In 2011, Daniel Berger-Jones co-founded Cambridge Historical Tours to immerse tourists in the Harvard of a former century. Dressed in period garb from the 1800s—including a top hat, three-piece suit, and suspenders—Berger-Jones assumes an accent usually missing from Harvard’s classrooms today as he strolls, cane in hand, through the streets. He wants to bring alive a long-gone Harvard.

“Our tour group is for folks who are trying to figure out why this place is so famous, the people, the stories, the legends,” Berger-Jones says.

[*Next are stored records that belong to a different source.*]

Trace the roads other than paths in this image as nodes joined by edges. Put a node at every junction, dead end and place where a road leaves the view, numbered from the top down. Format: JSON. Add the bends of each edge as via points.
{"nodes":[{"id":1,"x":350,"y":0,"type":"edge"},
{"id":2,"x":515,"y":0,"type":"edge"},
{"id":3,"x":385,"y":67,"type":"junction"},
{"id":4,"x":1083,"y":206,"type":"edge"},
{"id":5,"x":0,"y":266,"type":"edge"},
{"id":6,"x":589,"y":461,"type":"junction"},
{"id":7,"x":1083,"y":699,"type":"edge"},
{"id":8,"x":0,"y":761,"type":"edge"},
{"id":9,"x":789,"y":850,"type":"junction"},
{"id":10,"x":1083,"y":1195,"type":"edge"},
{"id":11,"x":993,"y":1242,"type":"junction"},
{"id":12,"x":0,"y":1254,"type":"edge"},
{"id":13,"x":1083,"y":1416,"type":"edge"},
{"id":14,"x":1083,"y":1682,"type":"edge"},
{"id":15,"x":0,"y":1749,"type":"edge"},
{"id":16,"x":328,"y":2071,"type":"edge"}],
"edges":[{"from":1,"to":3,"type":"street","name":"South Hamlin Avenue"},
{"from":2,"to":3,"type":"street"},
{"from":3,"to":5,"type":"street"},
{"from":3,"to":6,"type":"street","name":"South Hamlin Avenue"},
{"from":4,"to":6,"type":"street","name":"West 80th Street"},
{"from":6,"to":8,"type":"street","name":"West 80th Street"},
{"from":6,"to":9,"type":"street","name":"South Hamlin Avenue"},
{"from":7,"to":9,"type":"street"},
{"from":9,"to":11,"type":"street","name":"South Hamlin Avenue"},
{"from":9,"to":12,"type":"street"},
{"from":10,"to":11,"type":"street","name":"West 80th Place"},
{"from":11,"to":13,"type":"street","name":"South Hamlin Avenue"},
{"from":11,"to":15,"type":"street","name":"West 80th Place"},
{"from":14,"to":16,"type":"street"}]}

Dressed in full Victorian attire and playing the role of individuals affiliated with Harvard during the 40-year term of University President Charles W. Eliot, Class of 1853, leaders for Jones’s company offer a 70-minute tour full of grand tales, personal narratives, and accounts of little-known facts about Harvard’s history.

“We stand outside the buildings and tell the stories,” says Max J. Pacheco, a Cambridge Historical Tours guide perhaps better known as his alter ego Irving Kolpeck, a sharp Harvard student and paperboy from the early 20th century.

Berger-Jones says that his tours are “98 to 99 percent accurate,” and added that the group looks at old articles, newspapers, and archives of Harvard correspondence to find its information.

THE OFFICIAL RECORD

When asked about the relationship between the University and private tour groups, University spokesperson Tania M. deLuzuriaga wrote in an email that Harvard “has no editorial control over the content of tours that are run by private entities.”

For its part, the University offers a number of official tours, including the Harvard Information Center’s Guided Historical Tour. More than 45,000 visitors have taken that tour since the beginning of 2013, according to deLuzuriaga.

H Luke M. Anderson ’14, a tour guide at the Information Center, says that he tries to disseminate information about Harvard and its historywithout any fluff.